Cristina ConatiAssociate Professor of Computer Science at the University of British Columbia, CanadaCristina Conati is an Associate Professor of Computer Science at the University of British Columbia, Vancouver, Canada. She received a “Laurea” degree (M.Sc. equivalent) in Computer Science at the University of Milan, Italy (1988), as well as a M.Sc. (1996) and Ph.D. (1999) in Intelligent Systems at the University of Pittsburgh.  Dr. Conati’s research goal is to integrate research in Artificial Intelligence (AI), Cognitive Science and Human Computer Interaction (HCI) to make complex interactive systems increasingly more effective and adaptive to the users’ needs. Her areas of interest include Intelligent User Interfaces, User Modeling, User-adaptive Systems and Affective Computing. Her research has received awards from the International Conference on User Modeling, the International Conference of AI in Education, the International Conference on Intelligent User Interfaces (2007) and the Journal of User Modeling and User Adapted Interaction (2002). Dr. Conati is an Associate Editor for the Journal of AI in Education, for the IEEE Transactions on Affective Computing and for the ACM Transactions on Intelligent Interactive Systems.Title: Who are my users and how I can help them? The quest of user-adaptive interaction

Abstract: The Web and the rapidly increasing availability of sophisticated media have dramatically enhanced the potential of computers as interactive tools that support a large variety of users in a growing range of tasks. However, designing complex interactive systems that satisfy the needs of individual users from highly heterogeneous user groups is very difficult.

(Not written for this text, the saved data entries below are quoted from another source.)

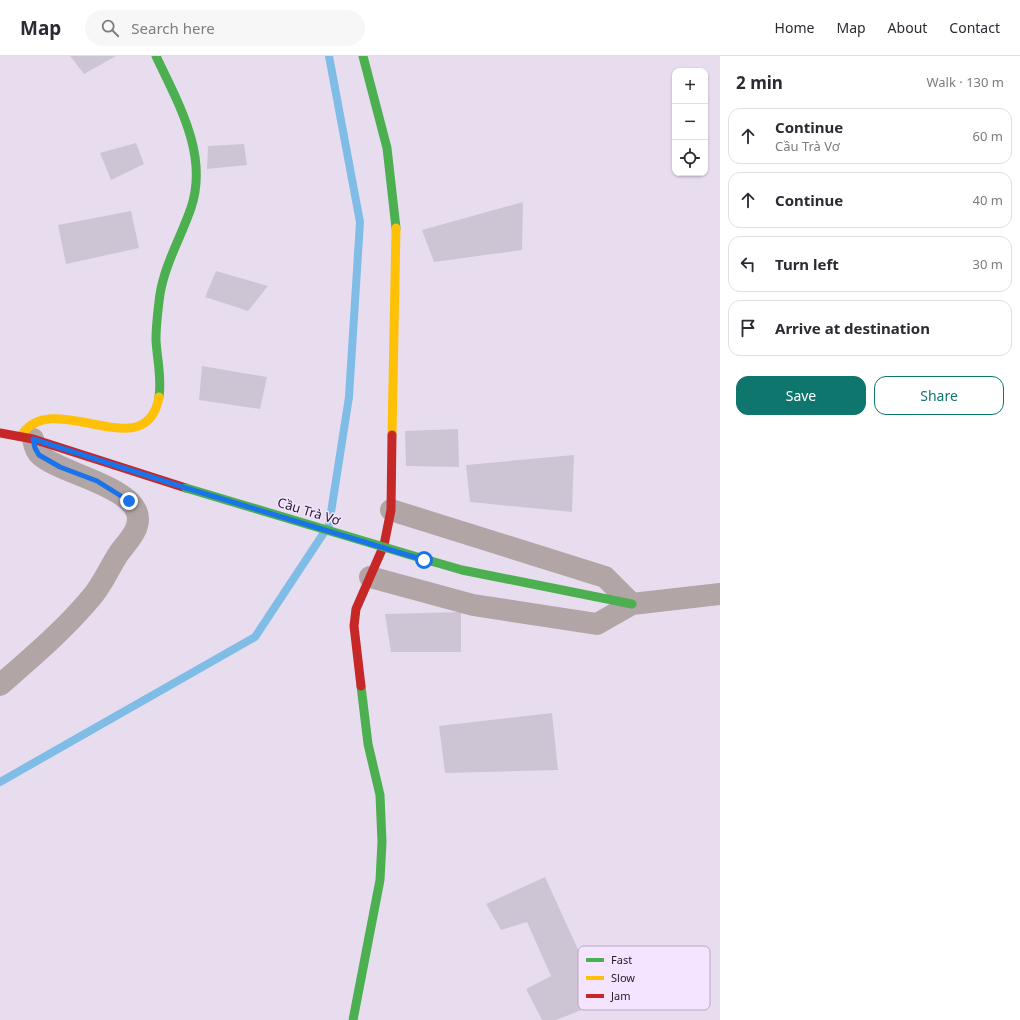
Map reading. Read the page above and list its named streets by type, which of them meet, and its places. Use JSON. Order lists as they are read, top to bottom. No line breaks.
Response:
{"streets":{"street":["Cầu Trà Vơ"]},"legend":["Fast","Slow","Jam"],"page":{"header":"Map","search":"Search here","nav":["Home","Map","About","Contact"],"heading":["2 min","Walk · 130 m"],"map_buttons":["+","−"],"list":[["Continue","Cầu Trà Vơ","60 m"],["Continue","40 m"],["Turn left","30 m"],"Arrive at destination"],"buttons":["Save","Share"]}}
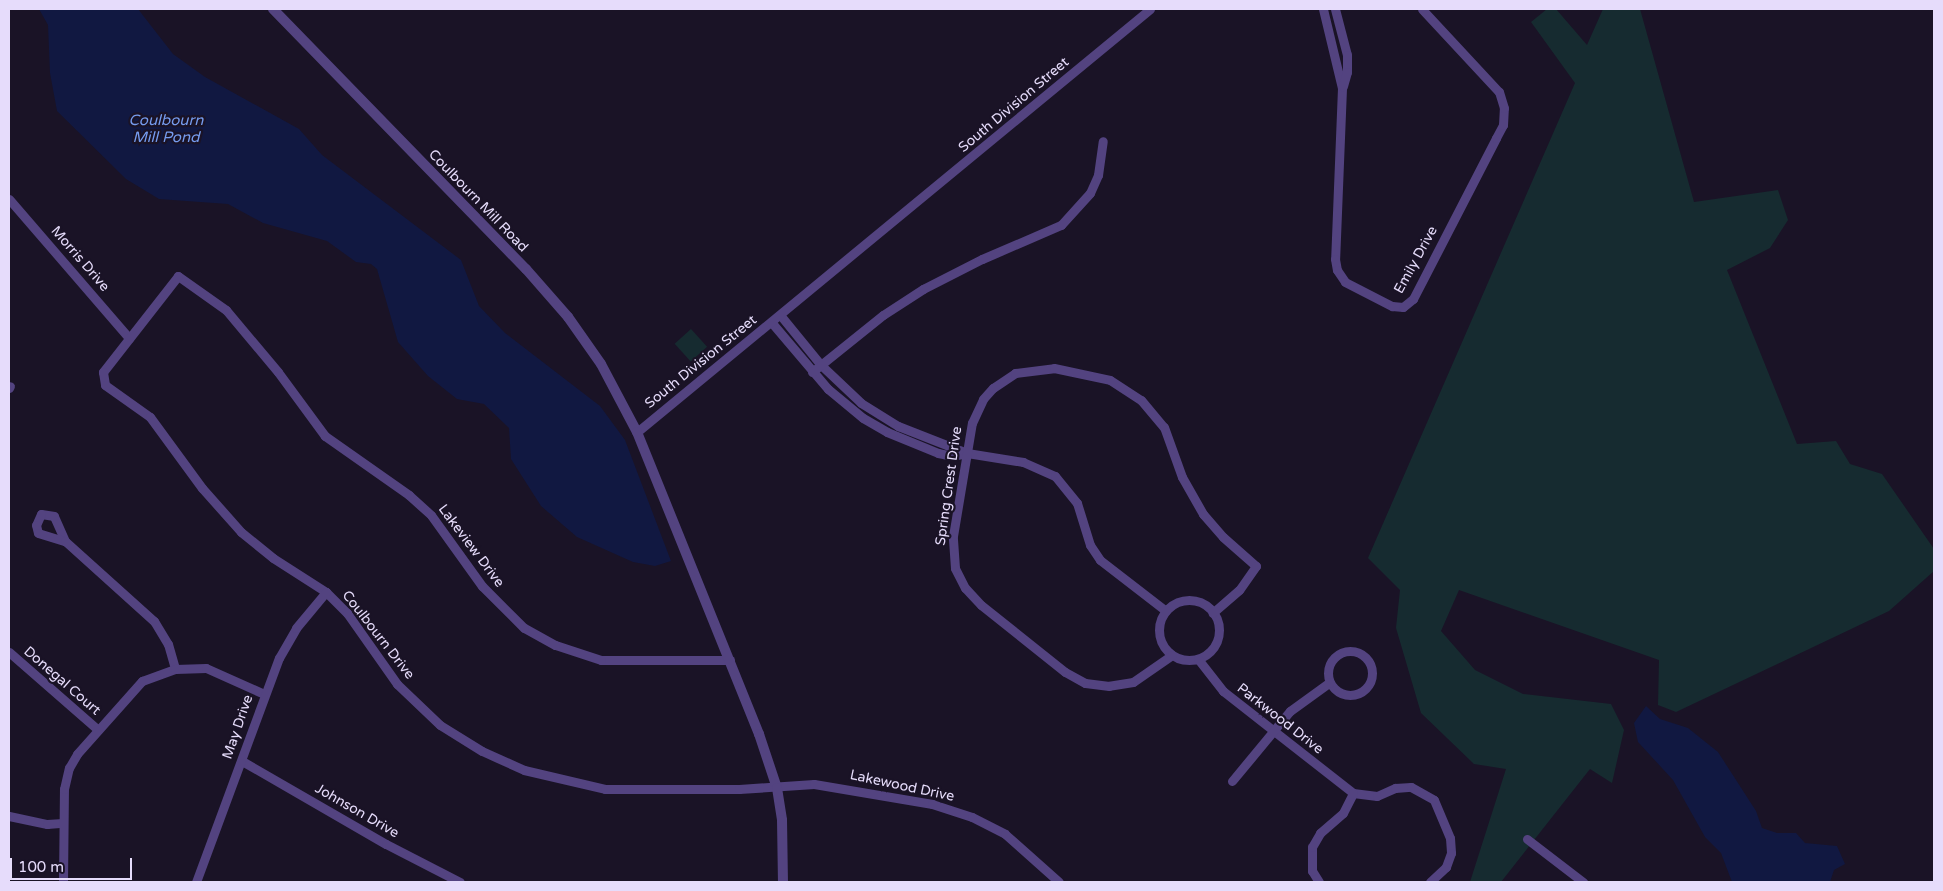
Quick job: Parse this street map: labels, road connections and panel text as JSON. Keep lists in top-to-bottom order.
{
  "streets": {
    "street": [
      "South Division Street",
      "Coulbourn Mill Road",
      "Morris Drive",
      "Emily Drive",
      "Spring Crest Drive",
      "Lakeview Drive",
      "Coulbourn Drive",
      "Donegal Court",
      "Parkwood Drive",
      "May Drive",
      "Lakewood Drive",
      "Johnson Drive"
    ]
  },
  "crossings": [
    ["South Division Street", "Coulbourn Mill Road"],
    ["Morris Drive", "Coulbourn Drive"],
    ["Spring Crest Drive", "Parkwood Drive"],
    ["Lakeview Drive", "Coulbourn Drive"],
    ["Coulbourn Drive", "May Drive"],
    ["Coulbourn Drive", "Lakewood Drive"],
    ["May Drive", "Johnson Drive"]
  ],
  "water": ["Coulbourn Mill Pond"],
  "scale_bar": "100 m"
}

This talk focuses on research that aims to overcome this difficulty by investigating how to devise interactive systems that can autonomously, dynamically and unobtrusively adapt to the specific needs of each individual user, namely research in User-Adaptive Interaction (UAI), a highly interdisciplinary field at the intersection of Artificial Intelligence (AI), Human Computer Interaction (HCI) and Cognitive Science. I will present some examples of UAI researcher that we are conducting in our laboratory, including how to devise User-Adaptive Visualizations, how to provide personalized support to learning from novel educational systems (e.g., interactive simulations and educational games), and how model relevant user properties in real time by leveraging advanced input sources such as eye-tracking.